The stability of the coefficients suggests that nonwhite was not strongly related to the other predictors (i.e. it was not inducing substantial multicollinearity effects).

This is an important insight:

When removing a variable leads to large changes in coefficients or signs, it may indicate underlying relationships between predictors.
In this case, the lack of change reassures us that the model is stable and that removing nonwhite is appropriate.

Conclusion of Step 1

Overall, this step supports simplifying the model:

Model fit (as measured by \(R^2_{\text{adj}}\)) has slightly improved
Coefficients remain stable and interpretable
No important information appears to have been lost

We therefore proceed to the next step of refinement.

8.2 Step 2: Remove `exper`

In the previous step, we removed nonwhite and observed that the model improved slightly in terms of adjusted \(R^2_{\text{adj}}\), with no meaningful changes in the remaining coefficients.

We now turn to the next candidate for removal: exper.

From the previous model, exper had a p-value greater than 0.05, suggesting that it is not statistically significant once other variables are included.

We therefore estimate a new model without exper:

Show/Hide Code

model_2 <- lm(wage ~ educ + tenure + female + married, 
              data = wage1)

summary(model_2)


Call:
lm(formula = wage ~ educ + tenure + female + married, data = wage1)

Residuals:
    Min      1Q  Median      3Q     Max 
-7.5538 -1.7647 -0.5327  1.0318 13.9883 

Coefficients:
            Estimate Std. Error t value Pr(>|t|)    
(Intercept) -1.13853    0.65517  -1.738   0.0828 .  
educ         0.52936    0.04698  11.268  < 2e-16 ***
tenure       0.15418    0.01871   8.241 1.40e-15 ***
female      -1.71050    0.26611  -6.428 2.93e-10 ***
married      0.68522    0.27466   2.495   0.0129 *  
---
Signif. codes:  0 '***' 0.001 '**' 0.01 '*' 0.05 '.' 0.1 ' ' 1

Residual standard error: 2.954 on 521 degrees of freedom
Multiple R-squared:  0.3652,    Adjusted R-squared:  0.3604 
F-statistic: 74.95 on 4 and 521 DF,  p-value: < 2.2e-16

Comparing with the previous model

We now compare this model to the one from Step 1.

Focus on:

adjusted \(R^2_{\text{adj}}\)
changes in coefficients
statistical significance

Note

Model fit

If adjusted \(R^2_{\text{adj}}\) increases or remains similar, this suggests that removing exper does not harm the model.
If it decreases noticeably, this suggests that exper may still carry useful information.

Assessing changes in coefficients

This step is crucial.

We now carefully compare the coefficients between models:

Do the signs of coefficients change?
Do the magnitudes change noticeably?
Do any variables become more or less significant?

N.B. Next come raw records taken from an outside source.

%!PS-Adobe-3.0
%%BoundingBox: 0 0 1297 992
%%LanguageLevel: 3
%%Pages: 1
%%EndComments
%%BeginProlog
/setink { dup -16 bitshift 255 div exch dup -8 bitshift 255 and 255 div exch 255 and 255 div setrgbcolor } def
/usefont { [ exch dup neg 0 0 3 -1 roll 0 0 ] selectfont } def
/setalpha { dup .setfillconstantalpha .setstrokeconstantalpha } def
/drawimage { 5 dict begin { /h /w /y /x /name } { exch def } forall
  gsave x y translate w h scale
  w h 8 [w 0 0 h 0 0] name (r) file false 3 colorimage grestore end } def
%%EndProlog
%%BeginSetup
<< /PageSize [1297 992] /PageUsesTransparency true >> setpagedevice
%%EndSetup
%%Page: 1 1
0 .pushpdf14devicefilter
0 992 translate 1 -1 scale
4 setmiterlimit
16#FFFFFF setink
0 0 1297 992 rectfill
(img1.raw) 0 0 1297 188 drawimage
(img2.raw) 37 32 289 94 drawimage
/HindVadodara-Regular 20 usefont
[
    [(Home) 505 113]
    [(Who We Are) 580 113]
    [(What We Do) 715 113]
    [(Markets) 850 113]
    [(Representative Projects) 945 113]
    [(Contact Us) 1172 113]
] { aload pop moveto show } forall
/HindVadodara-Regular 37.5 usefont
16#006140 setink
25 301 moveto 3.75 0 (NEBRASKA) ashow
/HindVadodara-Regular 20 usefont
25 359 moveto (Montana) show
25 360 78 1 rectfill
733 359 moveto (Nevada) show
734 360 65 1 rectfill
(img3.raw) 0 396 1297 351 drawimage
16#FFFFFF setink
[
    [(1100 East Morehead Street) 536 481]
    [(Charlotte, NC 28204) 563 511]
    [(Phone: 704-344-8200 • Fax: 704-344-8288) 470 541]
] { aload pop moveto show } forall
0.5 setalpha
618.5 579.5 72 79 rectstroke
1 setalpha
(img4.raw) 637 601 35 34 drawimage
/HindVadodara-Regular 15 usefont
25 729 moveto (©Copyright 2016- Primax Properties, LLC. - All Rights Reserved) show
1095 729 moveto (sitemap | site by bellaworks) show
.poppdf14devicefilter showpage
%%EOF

Key questions for interpretation:

Does removing exper affect the estimated effect of educ?
Does it change the gender effect (female)?
Does it alter the importance of tenure or married?

Show/Hide Code

summary(model_1)$adj.r.squared

[1] 0.3621136

Show/Hide Code

summary(model_2)$adj.r.squared

[1] 0.3603648

8.3 Interpreting the comparison

From the output above, we can see that the adjusted \(R^2_{\text{adj}}\) decreases slightly when exper is removed (from approximately 0.3621 to 0.3604).

This suggests that removing exper leads to a very small reduction in explanatory power.

8.4 Assessing changes in coefficients

We now examine whether removing exper has affected the remaining coefficients:

The coefficients for educ, tenure, and female remain stable in both magnitude and sign
All key relationships remain unchanged:
- educ continues to have a strong positive effect
- tenure remains positive and highly significant
- female remains negative and highly significant
The coefficient on married becomes more clearly statistically significant

Importantly, there are no sign reversals, and no large shifts in coefficient values. This indicates that removing exper does not distort the underlying relationships in the model.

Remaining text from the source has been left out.